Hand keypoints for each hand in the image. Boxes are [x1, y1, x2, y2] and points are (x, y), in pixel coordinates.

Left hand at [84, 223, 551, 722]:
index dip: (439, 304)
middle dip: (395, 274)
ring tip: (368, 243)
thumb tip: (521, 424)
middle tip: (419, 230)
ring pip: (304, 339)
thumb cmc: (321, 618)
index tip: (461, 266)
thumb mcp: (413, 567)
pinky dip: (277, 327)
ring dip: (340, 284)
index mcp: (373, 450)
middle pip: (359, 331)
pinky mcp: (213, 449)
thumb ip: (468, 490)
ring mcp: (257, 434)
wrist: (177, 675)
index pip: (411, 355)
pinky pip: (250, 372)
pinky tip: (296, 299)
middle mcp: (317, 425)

---

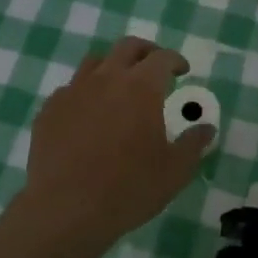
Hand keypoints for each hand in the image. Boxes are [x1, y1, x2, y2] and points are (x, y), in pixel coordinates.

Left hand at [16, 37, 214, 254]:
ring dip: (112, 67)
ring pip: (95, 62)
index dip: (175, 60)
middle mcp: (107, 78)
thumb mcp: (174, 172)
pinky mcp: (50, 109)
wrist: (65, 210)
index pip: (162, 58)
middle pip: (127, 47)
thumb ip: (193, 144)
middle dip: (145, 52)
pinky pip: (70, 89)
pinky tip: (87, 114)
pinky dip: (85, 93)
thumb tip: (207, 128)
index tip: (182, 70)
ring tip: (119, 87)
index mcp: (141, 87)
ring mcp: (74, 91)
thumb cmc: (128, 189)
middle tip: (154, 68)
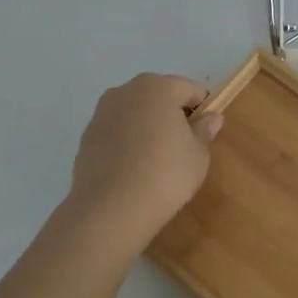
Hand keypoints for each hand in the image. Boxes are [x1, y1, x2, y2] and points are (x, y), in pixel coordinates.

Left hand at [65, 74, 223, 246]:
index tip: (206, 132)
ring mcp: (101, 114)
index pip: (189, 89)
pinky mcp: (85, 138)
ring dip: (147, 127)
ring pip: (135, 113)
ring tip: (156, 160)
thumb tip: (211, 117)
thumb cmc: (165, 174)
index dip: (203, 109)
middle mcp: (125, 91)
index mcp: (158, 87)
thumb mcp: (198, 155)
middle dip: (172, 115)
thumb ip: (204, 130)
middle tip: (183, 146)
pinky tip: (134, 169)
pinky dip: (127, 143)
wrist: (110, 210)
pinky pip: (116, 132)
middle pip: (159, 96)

→ **Task prompt**:
This exercise requires the lines of the entries containing the string "thumb".

→ **Task solution**:
thumb tip: (521, 424)
thumb cmc: (321, 618)
thumb mcp: (413, 567)
thumb ip: (468, 490)
thumb mcp: (174, 172)
thumb ip: (193, 144)
thumb tip: (207, 128)
thumb cmc: (128, 189)
thumb tip: (211, 117)
thumb cmc: (165, 174)
thumb mcp: (198, 155)
thumb ip: (204, 130)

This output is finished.